Mufaro is a villager who lives with his two daughters, Nyasha and Manyara. The two sisters are opposites in many ways, as Nyasha is seen favorably by the villagers for her kindness while Manyara is bad tempered and bullies her sister whenever their father's back is turned. When they learn of the Great King's request for his citizens to send him any women they see as worthy of becoming his wife, their father chooses to send both of his daughters. Manyara goes first and along the way meets a hungry child, but refuses to offer him any food. She also comes across an old woman offering advice on how to progress past the laughing trees, but does not listen to them and hurries to the royal city. Conversely, when Nyasha leaves on her trek she chooses to feed the young boy and listens to the old woman. When she and her father arrive in the city they are met by her frightened sister. Manyara begs them not to go into the king's chambers, as there is a giant monster in there that recited her bad deeds and threatened to devour her, and Manyara is frightened that it will harm her sister. However when Nyasha enters the chambers she is met by a harmless garden snake she had met while gardening earlier. He reveals himself as the king and states that he had shapeshifted during the journey in order to test the sisters' personalities and kindness. He chooses to marry Nyasha due to her kindness and beauty, making her the queen, while Manyara becomes Nyasha's servant.

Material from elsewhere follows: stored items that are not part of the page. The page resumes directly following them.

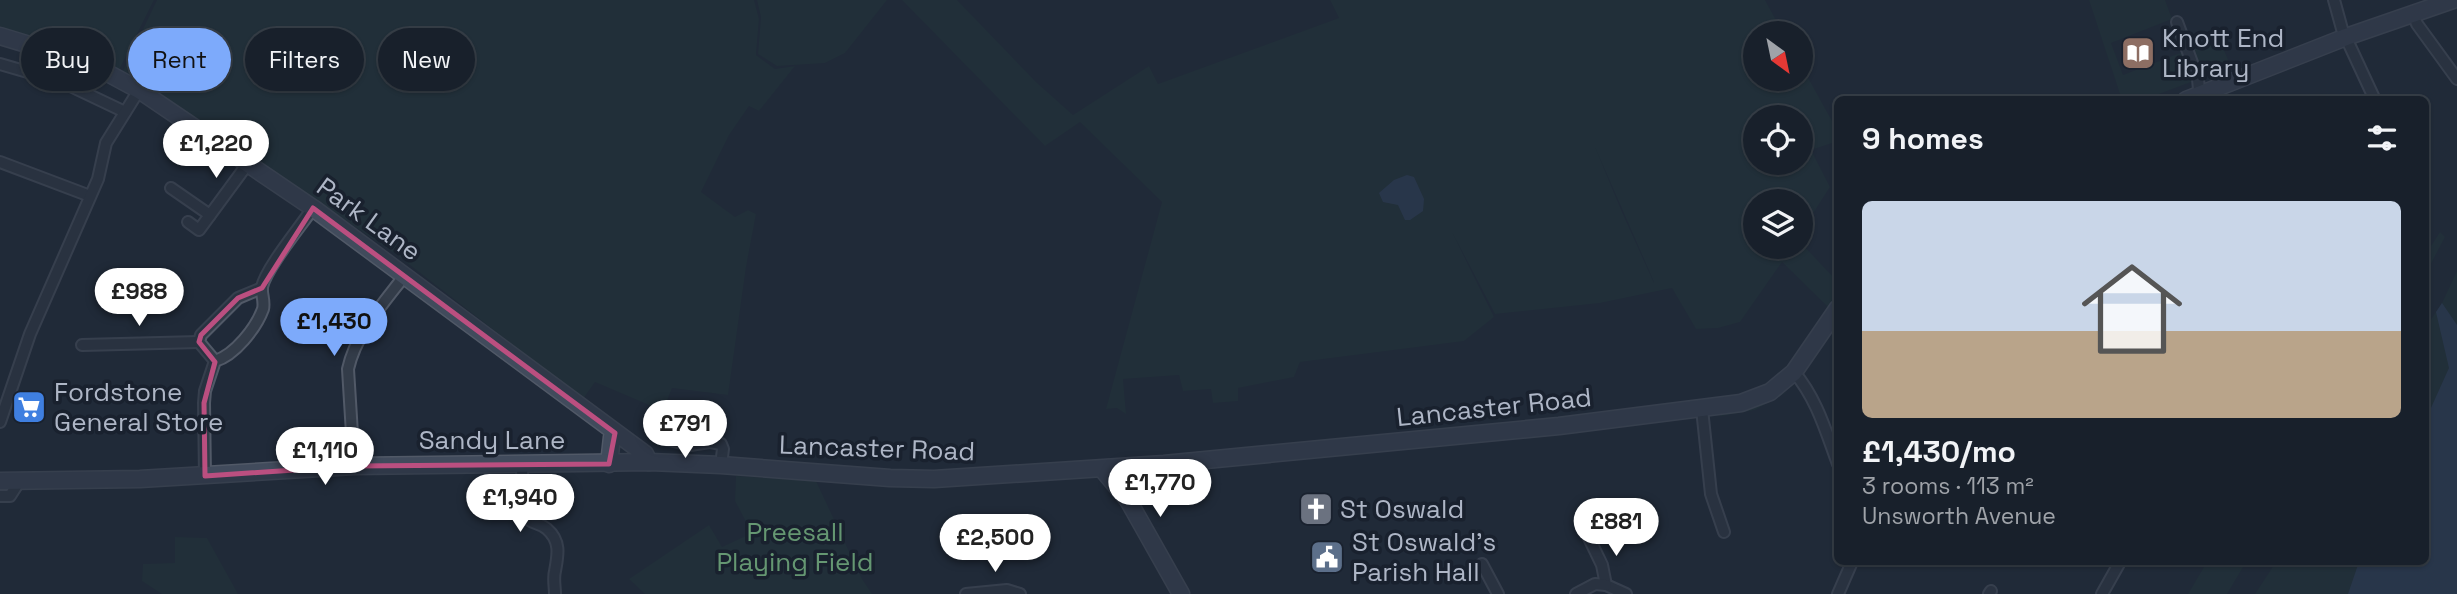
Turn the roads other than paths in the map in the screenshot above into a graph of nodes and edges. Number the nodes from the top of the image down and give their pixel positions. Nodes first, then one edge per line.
1 (2334, 0) edge
2 (2453, 0) edge
3 (2413, 14) junction
4 (2177, 22) dead end
5 (0, 36) edge
6 (2346, 37) junction
7 (0, 64) edge
8 (2457, 79) edge
9 (128, 84) edge
10 (138, 91) edge
11 (141, 91) edge
12 (2195, 96) edge
13 (2200, 96) edge
14 (2373, 96) edge
15 (125, 112) junction
16 (0, 162) edge
17 (249, 162) junction
18 (171, 188) dead end
19 (90, 196) junction
20 (313, 208) junction
21 (210, 215) junction
22 (188, 222) dead end
23 (405, 275) junction
24 (262, 288) junction
25 (1834, 314) edge
26 (199, 342) junction
27 (82, 345) dead end
28 (215, 361) junction
29 (1794, 372) junction
30 (1702, 409) junction
31 (0, 422) edge
32 (615, 433) junction
33 (665, 439) dead end
34 (1834, 453) edge
35 (649, 462) junction
36 (609, 464) junction
37 (523, 465) junction
38 (721, 465) junction
39 (354, 466) junction
40 (1140, 466) junction
41 (1108, 468) junction
42 (205, 476) junction
43 (0, 481) edge
44 (19, 482) junction
45 (0, 496) edge
46 (1128, 500) junction
47 (1724, 532) dead end
48 (1588, 536) dead end
49 (1482, 564) dead end
50 (1851, 565) edge
51 (2118, 565) edge
52 (1606, 584) junction
53 (555, 594) edge
54 (966, 594) edge
55 (1020, 594) edge
56 (1181, 594) edge
57 (1498, 594) edge
58 (1576, 594) edge
59 (1626, 594) edge
60 (1838, 594) edge
61 (2102, 594) edge

1 - 6 street
2 - 3 main road
3 - 6 main road
3 - 8 street
4 - 12 street
5 - 9 main road, Park Lane
6 - 13 main road
6 - 14 street
7 - 15 street
10 - 15 street
11 - 17 main road, Park Lane
15 - 19 street
16 - 19 street
17 - 20 main road, Park Lane
17 - 21 street
18 - 21 street
19 - 31 street
20 - 23 main road, Park Lane
20 - 24 street
21 - 22 street
23 - 32 main road, Park Lane
23 - 39 street
24 - 26 street
24 - 28 street
25 - 29 main road, Lancaster Road
26 - 27 street
26 - 28 street
28 - 42 street
29 - 30 main road, Lancaster Road
29 - 34 street
30 - 40 main road, Lancaster Road
30 - 47 street
32 - 35 main road, Park Lane
32 - 36 main road
33 - 38 street
35 - 36 main road, Sandy Lane
35 - 38 main road, Lancaster Road
36 - 37 main road, Sandy Lane
37 - 39 main road, Sandy Lane
37 - 53 street
38 - 41 main road, Lancaster Road
39 - 42 main road, Sandy Lane
40 - 41 main road, Lancaster Road
40 - 46 main road
41 - 46 main road
42 - 44 main road, Sandy Lane
43 - 44 main road, Sandy Lane
44 - 45 street
46 - 56 main road
48 - 52 street
49 - 57 street
50 - 60 street
51 - 61 street
52 - 58 street
52 - 59 street
54 - 55 street

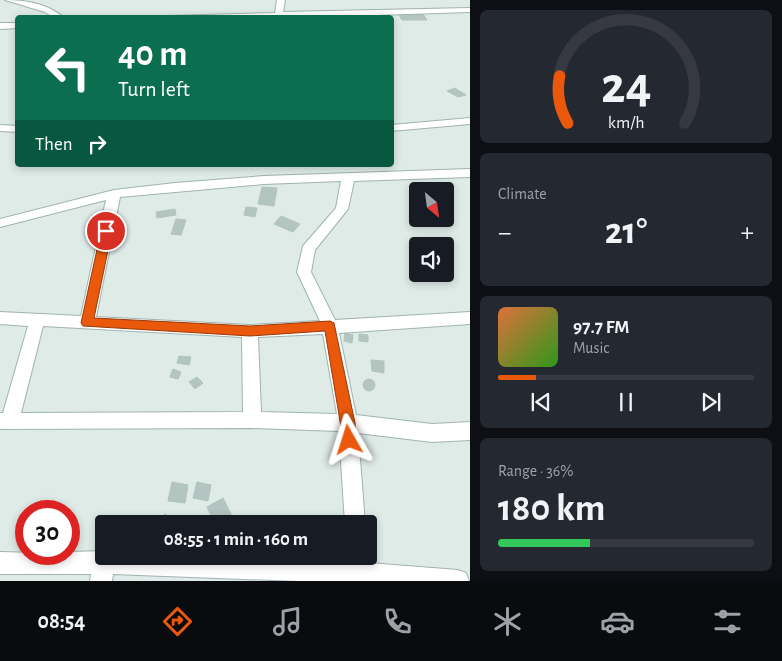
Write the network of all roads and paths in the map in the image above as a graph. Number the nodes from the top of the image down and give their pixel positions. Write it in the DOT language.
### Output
graph roads {
  1 [pos="14,0"];
  2 [pos="281,0"];
  3 [pos="460,0"];
  4 [pos="470,8"];
  5 [pos="56,15"];
  6 [pos="279,15"];
  7 [pos="303,15"];
  8 [pos="15,25"];
  9 [pos="0,26"];
  10 [pos="470,121"];
  11 [pos="0,128"];
  12 [pos="394,128"];
  13 [pos="15,129"];
  14 [pos="470,174"];
  15 [pos="348,178"];
  16 [pos="114,194"];
  17 [pos="0,223"];
  18 [pos="0,318"];
  19 [pos="470,318"];
  20 [pos="37,320"];
  21 [pos="87,323"];
  22 [pos="330,326"];
  23 [pos="250,331"];
  24 [pos="5,420"];
  25 [pos="252,420"];
  26 [pos="348,423"];
  27 [pos="470,431"];
  28 [pos="354,515"];
  29 [pos="0,563"];
  30 [pos="359,570"];
  31 [pos="103,572"];
  32 [pos="458,581"];
  1 -- 5 [label="street"];
  2 -- 6 [label="street"];
  3 -- 4 [label="street"];
  4 -- 7 [label="street"];
  8 -- 9 [label="street"];
  10 -- 12 [label="street"];
  11 -- 13 [label="street"];
  14 -- 15 [label="street"];
  15 -- 16 [label="street"];
  15 -- 22 [label="street"];
  16 -- 17 [label="street"];
  16 -- 21 [label="street"];
  18 -- 20 [label="street"];
  19 -- 22 [label="street"];
  20 -- 21 [label="street"];
  20 -- 24 [label="street"];
  21 -- 23 [label="street"];
  22 -- 23 [label="street"];
  22 -- 26 [label="street"];
  23 -- 25 [label="street"];
  24 -- 25 [label="street"];
  25 -- 26 [label="street"];
  26 -- 27 [label="street"];
  26 -- 28 [label="street"];
  29 -- 31 [label="street"];
  30 -- 31 [label="street"];
  30 -- 32 [label="street"];
}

Steptoe derived his inspiration from the folktale, Kaffir Folk-lore, published by author G.M. Theal in 1895. Steptoe's illustrations reflect his time in studying an ancient city in Zimbabwe; the images of flowers and trees are exact replicas of the ones that lived during the reign of this unknown ancient city.


  • Mufaro (moo-FAR-oh): means “happy man” in Shona (native language of Steptoe); the father of Nyasha and Manyara; has some power in the village, but it is unclear the extent of it
  • Nyasha (née-AH-sha): means “mercy” in Shona; one of Mufaro's daughters; becomes queen at the end of the story
  • Manyara (mahn-YAR-ah): means “ashamed” in Shona; one of Mufaro's daughters; becomes servant at the end of the story; is consistently mean to her sister, animals, and the other villagers
  • Nyoka (née-YO-kah): means “snake” in Shona; is the king but we do not know that until the end of the story; the king shape-shifted into a snake (hence the name) to spy on the village women to decide which one is suitable to be his wife.


  • The Caldecott Medal (1988): The Caldecott Medal is awarded annually to celebrate the achievement of picture book.
  • Coretta Scott King Award for Illustrators (1988): The Coretta Scott King Award for Illustrators is awarded annually to one African American illustrator who demonstrates "appreciation of African American culture and universal human values".